- [Work to complete] Read the data that follows. Then repeat it exactly.

[Records from a data collection]
----------------------------------------
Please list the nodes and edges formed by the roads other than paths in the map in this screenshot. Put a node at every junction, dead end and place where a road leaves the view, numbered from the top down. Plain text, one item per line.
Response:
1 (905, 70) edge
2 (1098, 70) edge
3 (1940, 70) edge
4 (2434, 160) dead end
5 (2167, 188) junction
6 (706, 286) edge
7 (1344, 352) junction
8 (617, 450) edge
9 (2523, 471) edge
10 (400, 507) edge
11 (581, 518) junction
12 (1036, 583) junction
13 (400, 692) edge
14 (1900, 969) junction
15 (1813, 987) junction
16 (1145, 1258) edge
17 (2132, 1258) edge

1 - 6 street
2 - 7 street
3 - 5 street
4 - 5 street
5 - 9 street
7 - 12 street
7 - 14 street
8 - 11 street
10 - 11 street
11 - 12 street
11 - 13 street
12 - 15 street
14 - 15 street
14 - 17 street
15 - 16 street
----------------------------------------
- [Expected output]
Please list the nodes and edges formed by the roads other than paths in the map in this screenshot. Put a node at every junction, dead end and place where a road leaves the view, numbered from the top down. Plain text, one item per line.
Response:
1 (905, 70) edge
2 (1098, 70) edge
3 (1940, 70) edge
4 (2434, 160) dead end
5 (2167, 188) junction
6 (706, 286) edge
7 (1344, 352) junction
8 (617, 450) edge
9 (2523, 471) edge
10 (400, 507) edge
11 (581, 518) junction
12 (1036, 583) junction
13 (400, 692) edge
14 (1900, 969) junction
15 (1813, 987) junction
16 (1145, 1258) edge
17 (2132, 1258) edge

1 - 6 street
2 - 7 street
3 - 5 street
4 - 5 street
5 - 9 street
7 - 12 street
7 - 14 street
8 - 11 street
10 - 11 street
11 - 12 street
11 - 13 street
12 - 15 street
14 - 15 street
14 - 17 street
15 - 16 street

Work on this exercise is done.